これは、DX以前のIT活用が、企業内部の業務効率化やコスト削減にフォーカスしていたこととは一線を画しています。つまりDXは、従来のIT化を超え、企業のビジネスモデルやエコシステムそのものを根底から変革する取り組みなのです。

このような広範囲にわたる変革は、個々の部門やIT部門だけの努力では実現できません。経営層が自ら変革の先頭に立ち、組織全体を動員することが必要なのです。


表面的な「DXごっこ」

一方で現実を見ると、DXブームの盛り上がりの中では、単に便利なITソリューションを導入することが「手軽なDX」として市場に出回ることもありました。確かに、これらのソリューションの中には、適切に活用すれば高いコストパフォーマンスを実現できるものもあります。しかし多くの場合、その効果は既存ビジネス内での改善に留まります。すなわち、上述した「広範囲にわたる変革」としてのDXとは大きく異なるのです。

ところが、事業部門やIT部門からすると、このような便利なITソリューションは、短期間で取り組みの成果を出して上層部に報告するためには都合の良い施策として、魅力的に見えることが少なくありません。そのため一部のIT企業は、DXブームを乗ってこのようなソリューションを積極的に提案してきましたし、実際にそれらがよく売れていた時期もありました。

言い換えると、経営陣が求める成果を早く示したい現場のニーズと、市場の波に乗じてソリューションを提供したいIT企業の狙いが合致し、本来のDXが担うべき姿とは異なる「表層的なDXごっこ」が広がってしまったのです。


トップ主導の「本気DX」

もちろん、既存ビジネスの枠組みの中で小さな改善をいくら積み上げても、本来目指していたような変革には至りません。やはり、経営層がリーダーシップを示し、取り組みを進めることが求められるのです。それこそ、必要であれば自社のコアビジネスを根底から見直し、時にはそれを自ら破壊する覚悟を持って組織全体で取り組むこと、すなわち「全社一丸となった本気の取り組み」が必要なのです。

過去、多くの大手コンサルティング会社が、経営層に対して、このような「経営トップ主導での本気DX」の必要性を訴えました。そして、その提案に賛同した経営層は、DXを重要な転換点と捉え、大胆な投資を決断しました。それらは社運をかけた全社横断の大きなプロジェクトとなり、企業の新しい未来を作る取り組みとして期待を背負って進められたのです。

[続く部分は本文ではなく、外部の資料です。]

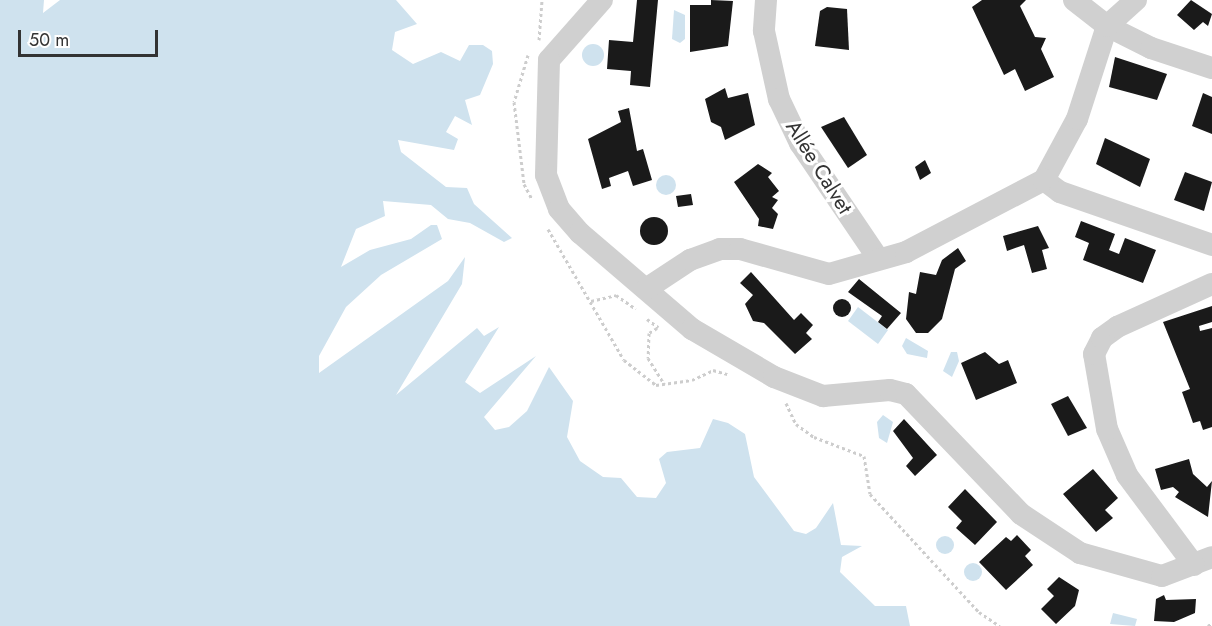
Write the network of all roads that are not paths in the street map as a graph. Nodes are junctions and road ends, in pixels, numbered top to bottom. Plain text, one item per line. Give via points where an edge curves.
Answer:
1 (602, 0) edge
2 (766, 0) edge
3 (1074, 0) edge
4 (1136, 0) edge
5 (1107, 26) junction
6 (1212, 68) edge
7 (1044, 180) junction
8 (1212, 245) edge
9 (878, 258) junction
10 (1212, 284) edge
11 (646, 289) junction
12 (1203, 561) edge

1 - 11 street via 552,51 546,175 567,221
2 - 9 street, Allée Calvet via 764,31 779,99 800,143
3 - 5 street
4 - 5 street
5 - 6 street
5 - 7 street via 1077,119
7 - 8 street via 1059,192
7 - 9 street via 983,207 925,243
9 - 11 street via 829,274 740,249 720,249 690,260
10 - 12 street via 1117,327 1101,338 1094,354 1107,429 1127,475
11 - 12 street via 664,319 810,394 890,390 906,394 1021,514 1080,553 1162,576

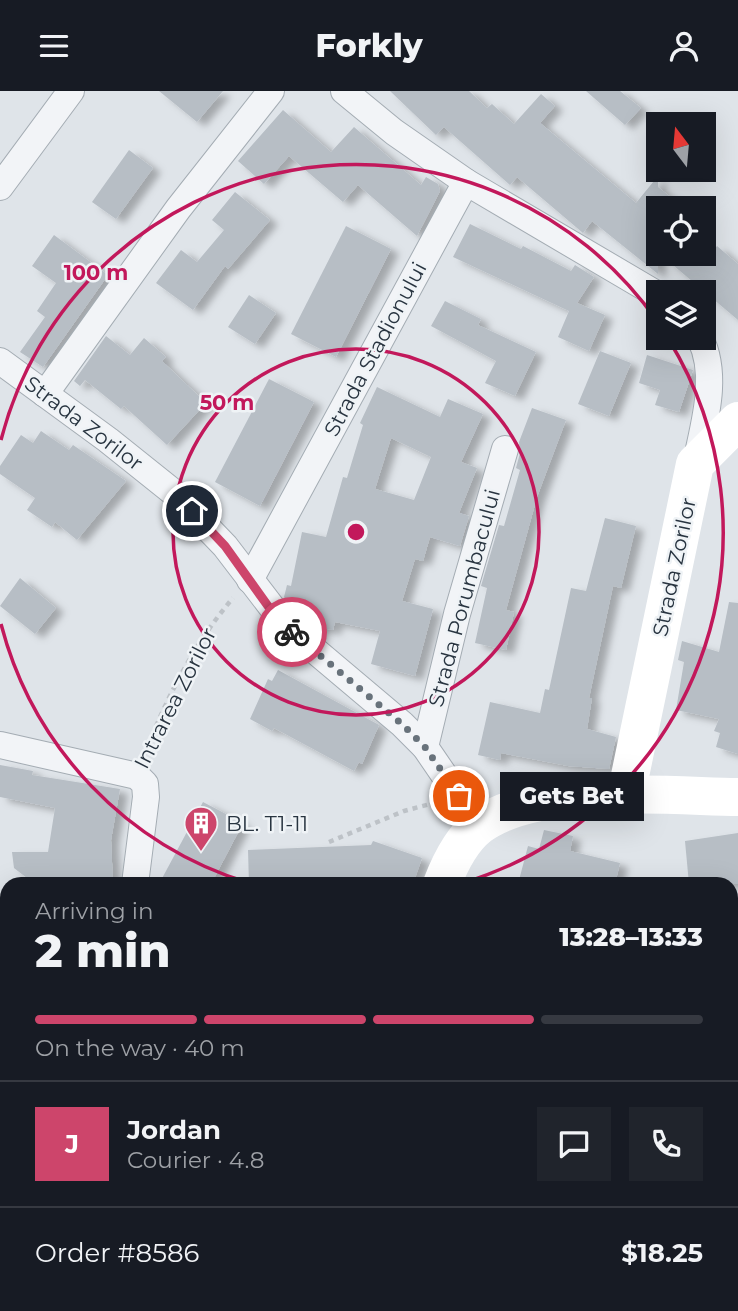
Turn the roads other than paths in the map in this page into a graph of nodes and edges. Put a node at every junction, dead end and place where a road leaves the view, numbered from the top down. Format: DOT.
graph roads {
  1 [pos="71,91"];
  2 [pos="271,91"];
  3 [pos="344,91"];
  4 [pos="466,182"];
  5 [pos="0,187"];
  6 [pos="646,288"];
  7 [pos="705,350"];
  8 [pos="0,361"];
  9 [pos="45,394"];
  10 [pos="738,421"];
  11 [pos="505,449"];
  12 [pos="695,464"];
  13 [pos="250,580"];
  14 [pos="0,744"];
  15 [pos="425,747"];
  16 [pos="626,795"];
  17 [pos="738,797"];
  18 [pos="469,811"];
  19 [pos="136,877"];
  20 [pos="445,877"];
  1 -- 5 [label="street"];
  2 -- 9 [label="street"];
  3 -- 4 [label="street"];
  4 -- 6 [label="street"];
  4 -- 13 [label="street, Strada Stadionului"];
  7 -- 12 [label="street, Strada Zorilor"];
  8 -- 9 [label="street, Strada Zorilor"];
  9 -- 13 [label="street, Strada Zorilor"];
  10 -- 12 [label="street"];
  11 -- 15 [label="street, Strada Porumbacului"];
  12 -- 16 [label="street, Strada Zorilor"];
  13 -- 15 [label="street, Strada Porumbacului"];
  14 -- 19 [label="street, Intrarea Zorilor"];
  15 -- 18 [label="street, Strada Porumbacului"];
  16 -- 17 [label="street"];
  16 -- 18 [label="street"];
  18 -- 20 [label="street"];
}
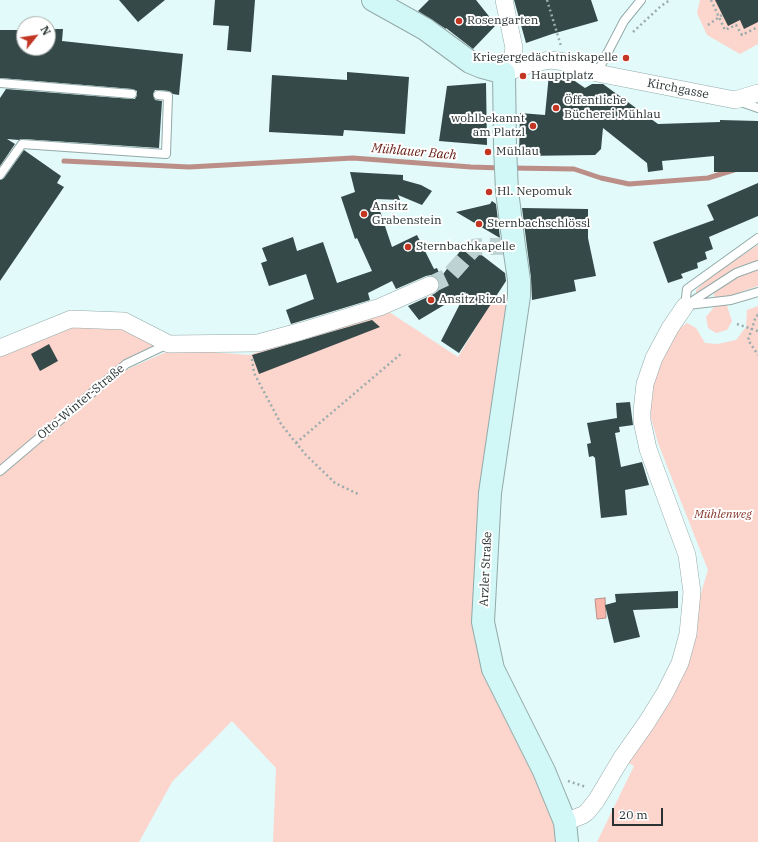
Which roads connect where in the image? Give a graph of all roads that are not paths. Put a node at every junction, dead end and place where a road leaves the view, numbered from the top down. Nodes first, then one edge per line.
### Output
1 (373, 0) edge
2 (504, 0) edge
3 (642, 0) edge
4 (598, 72) junction
5 (504, 73) junction
6 (0, 83) edge
7 (758, 93) edge
8 (132, 94) dead end
9 (158, 95) dead end
10 (735, 100) junction
11 (758, 108) edge
12 (0, 175) edge
13 (758, 238) edge
14 (758, 264) edge
15 (430, 285) tunnel mouth
16 (758, 292) edge
17 (685, 306) junction
18 (169, 344) junction
19 (0, 348) edge
20 (0, 471) edge
21 (566, 832) edge

1 - 5 main road
2 - 5 street
3 - 4 lane
4 - 5 street
4 - 10 street, Kirchgasse
5 - 21 main road, Arzler Straße
6 - 8 lane
7 - 10 street, Kirchgasse
9 - 12 lane
10 - 11 lane
13 - 17 lane
14 - 17 lane
15 - 18 street
16 - 17 lane
17 - 21 street
18 - 19 street
18 - 20 lane, Otto-Winter-Straße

しかし、経営トップの下、有力なコンサルティング会社が強力な支援を行って壮大なDX戦略を策定した場合でも、実行フェーズにおいて理想と現実のギャップに直面したり、現場がその戦略を十分に消化できなかったりするなど、大抵は困難に直面してしまいます。結果的に、投入した資金やリソースに見合う当初期待していた成果を得ることはできていないのです。


第3の道

以上で見てきた通り、「DXごっこ」では根本的な競争力の向上にならないのはもちろんのこと、仮に「本気DX」に取り組んでも大きな障壁をなかなか越えられないのです。では一体、企業はどのようにDXに取り組むべきなのでしょうか。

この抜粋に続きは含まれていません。